── GIVEN RECORDS ──

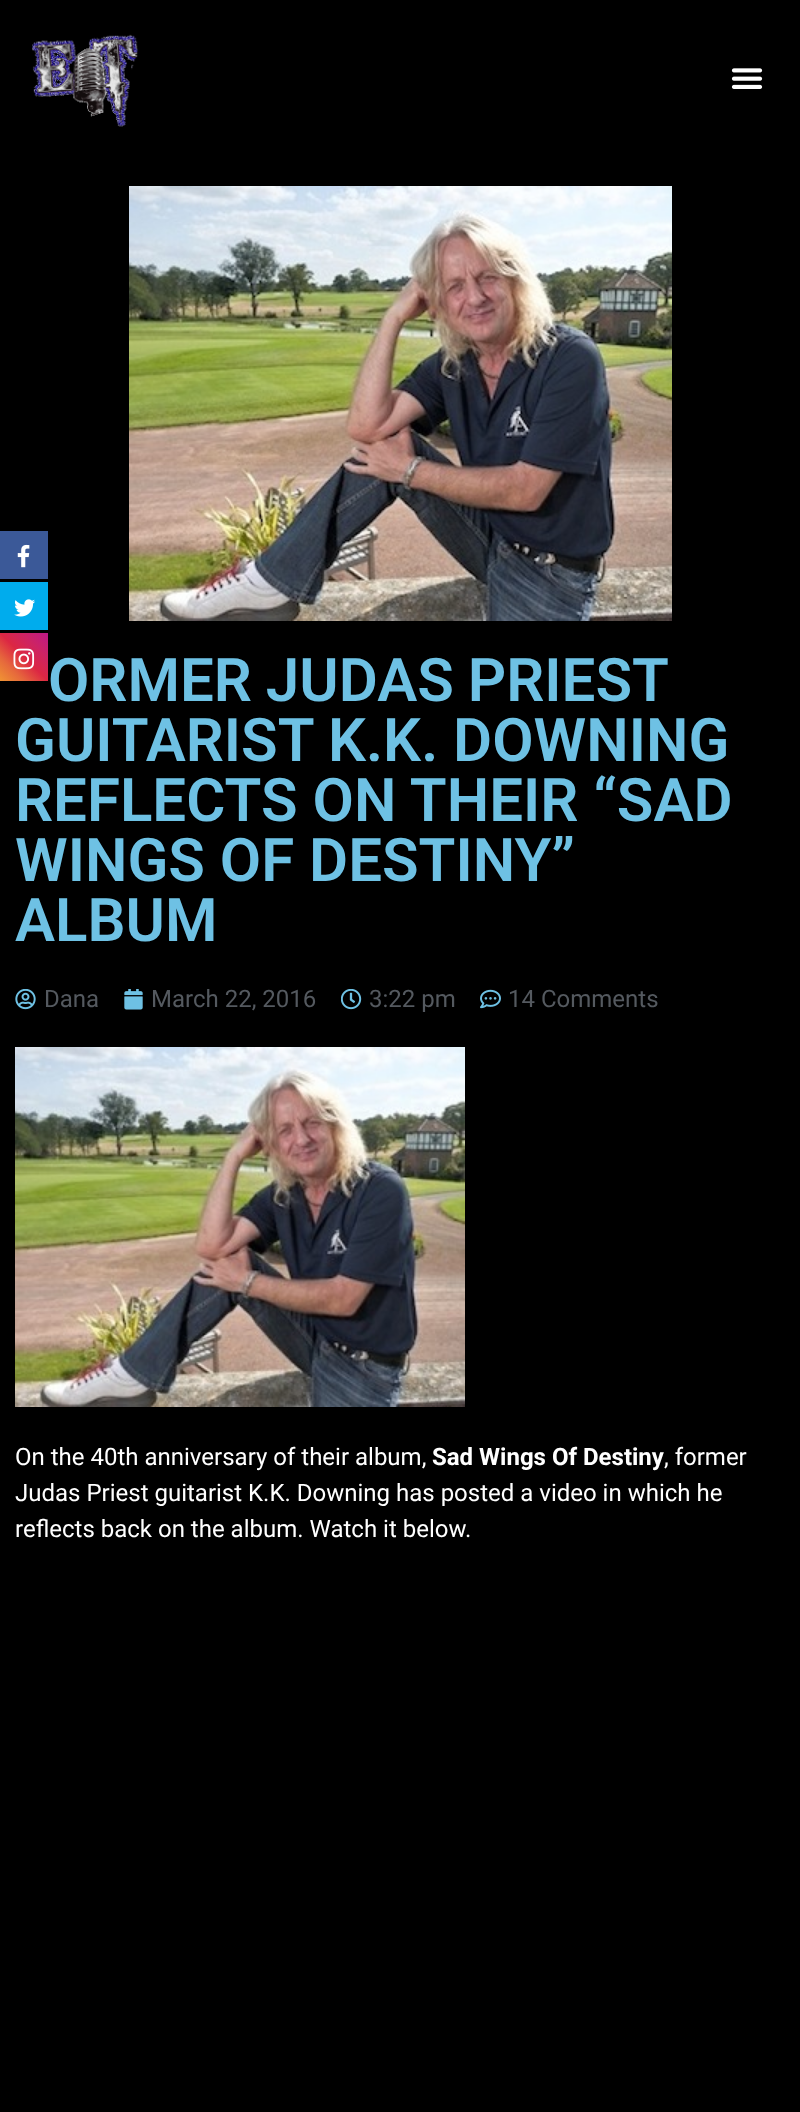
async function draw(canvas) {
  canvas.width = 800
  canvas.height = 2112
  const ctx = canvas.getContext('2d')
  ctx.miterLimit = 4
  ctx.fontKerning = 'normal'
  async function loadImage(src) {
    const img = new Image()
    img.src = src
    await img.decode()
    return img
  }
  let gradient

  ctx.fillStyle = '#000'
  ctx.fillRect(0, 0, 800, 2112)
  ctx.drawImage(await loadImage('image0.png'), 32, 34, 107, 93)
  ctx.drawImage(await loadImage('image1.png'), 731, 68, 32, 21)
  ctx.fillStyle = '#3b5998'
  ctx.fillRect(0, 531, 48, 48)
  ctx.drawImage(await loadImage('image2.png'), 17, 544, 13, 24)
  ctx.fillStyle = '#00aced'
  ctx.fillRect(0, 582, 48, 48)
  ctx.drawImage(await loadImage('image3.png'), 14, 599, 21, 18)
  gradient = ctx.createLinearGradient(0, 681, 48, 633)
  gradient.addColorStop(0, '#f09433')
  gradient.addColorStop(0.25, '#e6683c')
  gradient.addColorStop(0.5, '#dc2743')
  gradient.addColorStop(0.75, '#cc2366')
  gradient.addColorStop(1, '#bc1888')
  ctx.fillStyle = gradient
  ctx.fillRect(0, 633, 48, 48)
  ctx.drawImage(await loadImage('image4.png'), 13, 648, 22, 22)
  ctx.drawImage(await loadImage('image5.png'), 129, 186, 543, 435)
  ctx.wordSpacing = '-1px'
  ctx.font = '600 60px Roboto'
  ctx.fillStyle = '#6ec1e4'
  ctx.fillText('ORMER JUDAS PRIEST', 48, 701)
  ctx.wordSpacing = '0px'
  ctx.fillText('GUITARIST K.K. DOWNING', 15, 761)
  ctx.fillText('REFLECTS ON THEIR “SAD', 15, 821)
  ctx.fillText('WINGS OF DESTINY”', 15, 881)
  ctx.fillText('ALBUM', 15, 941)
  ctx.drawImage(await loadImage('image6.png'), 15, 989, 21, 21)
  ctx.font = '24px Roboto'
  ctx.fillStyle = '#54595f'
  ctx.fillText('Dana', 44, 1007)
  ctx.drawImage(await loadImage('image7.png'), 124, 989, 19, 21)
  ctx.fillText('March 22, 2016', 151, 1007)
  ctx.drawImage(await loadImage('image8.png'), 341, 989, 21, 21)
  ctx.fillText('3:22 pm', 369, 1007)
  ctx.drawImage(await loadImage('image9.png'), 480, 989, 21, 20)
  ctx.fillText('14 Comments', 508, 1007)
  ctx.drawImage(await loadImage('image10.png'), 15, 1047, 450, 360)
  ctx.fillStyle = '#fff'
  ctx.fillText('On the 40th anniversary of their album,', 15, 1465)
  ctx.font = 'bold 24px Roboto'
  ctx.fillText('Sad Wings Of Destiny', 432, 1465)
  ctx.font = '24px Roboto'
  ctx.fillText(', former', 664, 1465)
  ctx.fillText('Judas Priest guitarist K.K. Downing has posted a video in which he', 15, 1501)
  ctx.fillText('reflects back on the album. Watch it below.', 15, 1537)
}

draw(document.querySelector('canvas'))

───
── GIVEN RECORDS ──

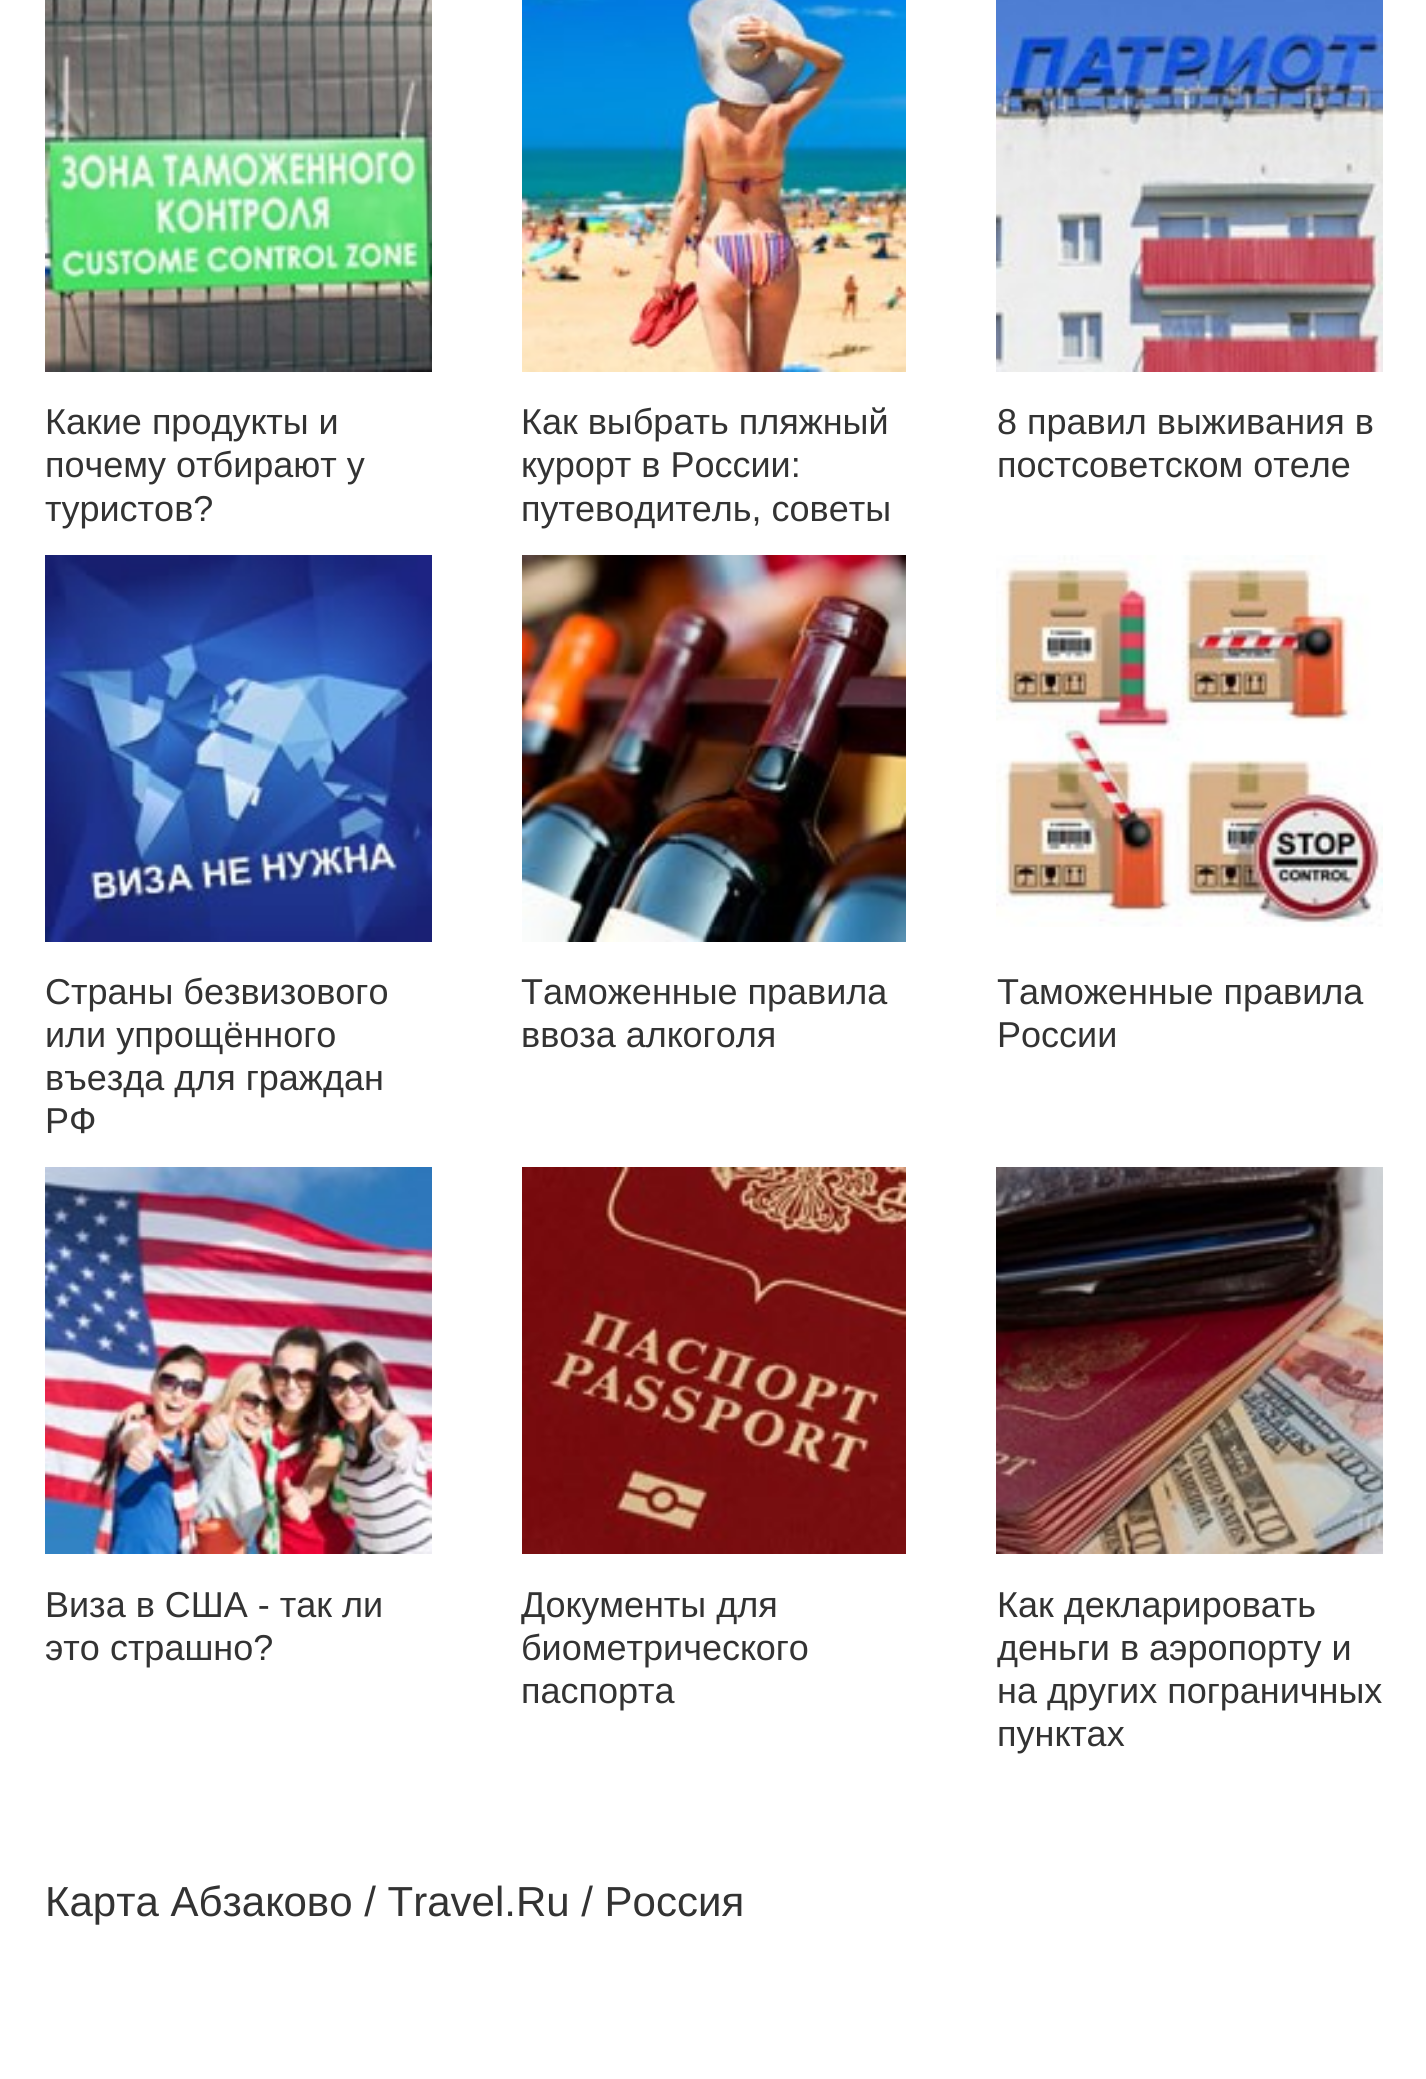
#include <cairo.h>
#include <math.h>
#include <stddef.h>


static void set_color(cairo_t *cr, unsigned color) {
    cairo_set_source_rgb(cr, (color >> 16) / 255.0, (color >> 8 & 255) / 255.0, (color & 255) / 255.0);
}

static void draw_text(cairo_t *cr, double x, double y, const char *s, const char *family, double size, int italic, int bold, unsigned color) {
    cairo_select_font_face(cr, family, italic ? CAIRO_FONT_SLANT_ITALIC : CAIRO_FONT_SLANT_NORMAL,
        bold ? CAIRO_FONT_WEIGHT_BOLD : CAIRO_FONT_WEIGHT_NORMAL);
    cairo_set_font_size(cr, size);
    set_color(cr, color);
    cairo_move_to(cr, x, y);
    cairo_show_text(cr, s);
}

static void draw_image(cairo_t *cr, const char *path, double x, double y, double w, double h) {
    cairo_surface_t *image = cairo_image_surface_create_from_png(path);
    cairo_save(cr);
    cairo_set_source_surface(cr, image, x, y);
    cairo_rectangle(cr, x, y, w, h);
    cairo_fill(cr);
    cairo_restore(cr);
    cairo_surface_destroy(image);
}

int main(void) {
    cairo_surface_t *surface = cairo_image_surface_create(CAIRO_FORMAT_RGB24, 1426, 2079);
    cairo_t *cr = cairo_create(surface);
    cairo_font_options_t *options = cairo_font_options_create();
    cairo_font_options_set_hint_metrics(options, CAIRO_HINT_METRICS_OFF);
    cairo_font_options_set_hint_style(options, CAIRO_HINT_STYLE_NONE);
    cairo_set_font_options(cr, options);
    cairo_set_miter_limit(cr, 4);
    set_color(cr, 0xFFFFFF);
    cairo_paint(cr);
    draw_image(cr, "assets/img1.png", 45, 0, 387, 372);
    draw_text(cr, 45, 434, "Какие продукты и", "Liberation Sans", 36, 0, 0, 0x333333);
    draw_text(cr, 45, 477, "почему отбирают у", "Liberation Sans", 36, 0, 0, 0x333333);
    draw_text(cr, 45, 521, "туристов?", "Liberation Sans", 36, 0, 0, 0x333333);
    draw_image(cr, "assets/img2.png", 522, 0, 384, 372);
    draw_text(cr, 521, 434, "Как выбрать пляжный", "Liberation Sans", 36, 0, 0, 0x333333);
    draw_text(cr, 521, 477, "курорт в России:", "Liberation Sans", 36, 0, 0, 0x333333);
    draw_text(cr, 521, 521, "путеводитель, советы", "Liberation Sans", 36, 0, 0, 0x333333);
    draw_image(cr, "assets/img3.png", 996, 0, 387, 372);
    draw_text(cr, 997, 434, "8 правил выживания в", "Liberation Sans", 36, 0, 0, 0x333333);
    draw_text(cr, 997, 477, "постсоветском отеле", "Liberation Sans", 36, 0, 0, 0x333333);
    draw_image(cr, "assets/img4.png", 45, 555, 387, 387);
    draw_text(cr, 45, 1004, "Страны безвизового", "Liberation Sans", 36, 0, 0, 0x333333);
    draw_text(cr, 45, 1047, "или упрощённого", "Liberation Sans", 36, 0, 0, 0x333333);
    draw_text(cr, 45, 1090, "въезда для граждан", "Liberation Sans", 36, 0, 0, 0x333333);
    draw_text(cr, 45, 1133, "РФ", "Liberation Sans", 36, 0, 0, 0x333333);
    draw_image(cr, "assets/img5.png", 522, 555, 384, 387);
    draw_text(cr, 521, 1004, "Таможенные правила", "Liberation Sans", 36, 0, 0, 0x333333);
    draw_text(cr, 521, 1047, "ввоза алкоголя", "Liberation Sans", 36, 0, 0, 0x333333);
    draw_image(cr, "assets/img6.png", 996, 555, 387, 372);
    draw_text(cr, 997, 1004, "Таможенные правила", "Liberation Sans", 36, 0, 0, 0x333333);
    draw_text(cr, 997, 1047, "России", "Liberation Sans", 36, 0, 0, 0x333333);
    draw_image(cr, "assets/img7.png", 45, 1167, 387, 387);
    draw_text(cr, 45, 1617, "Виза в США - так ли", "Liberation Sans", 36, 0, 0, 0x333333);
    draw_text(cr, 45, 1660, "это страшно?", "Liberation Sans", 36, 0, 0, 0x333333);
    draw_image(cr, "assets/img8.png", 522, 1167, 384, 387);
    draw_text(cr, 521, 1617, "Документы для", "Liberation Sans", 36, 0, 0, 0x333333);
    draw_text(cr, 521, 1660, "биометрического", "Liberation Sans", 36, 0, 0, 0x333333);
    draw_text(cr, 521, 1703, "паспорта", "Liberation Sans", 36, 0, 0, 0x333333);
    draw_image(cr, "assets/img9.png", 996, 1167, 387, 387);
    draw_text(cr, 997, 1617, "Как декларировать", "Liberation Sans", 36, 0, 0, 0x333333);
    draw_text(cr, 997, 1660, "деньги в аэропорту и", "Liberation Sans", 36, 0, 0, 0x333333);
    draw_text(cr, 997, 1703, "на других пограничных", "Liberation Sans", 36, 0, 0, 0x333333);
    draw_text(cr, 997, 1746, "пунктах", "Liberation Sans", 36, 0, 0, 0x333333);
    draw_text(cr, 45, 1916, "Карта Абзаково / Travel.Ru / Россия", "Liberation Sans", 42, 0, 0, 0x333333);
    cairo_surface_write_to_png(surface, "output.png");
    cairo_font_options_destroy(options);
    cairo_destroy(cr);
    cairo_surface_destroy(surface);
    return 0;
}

───

§ **WHAT IS EXPECTED**
Above is a listing; print exactly its lines from the one with "#include <cairo.h>" through the one with "cairo_select_font_face(cr, family, italic", and no other lines.

§ **EXERCISE OUTPUT**
#include <cairo.h>
#include <math.h>
#include <stddef.h>


static void set_color(cairo_t *cr, unsigned color) {
    cairo_set_source_rgb(cr, (color >> 16) / 255.0, (color >> 8 & 255) / 255.0, (color & 255) / 255.0);
}

static void draw_text(cairo_t *cr, double x, double y, const char *s, const char *family, double size, int italic, int bold, unsigned color) {
    cairo_select_font_face(cr, family, italic ? CAIRO_FONT_SLANT_ITALIC : CAIRO_FONT_SLANT_NORMAL,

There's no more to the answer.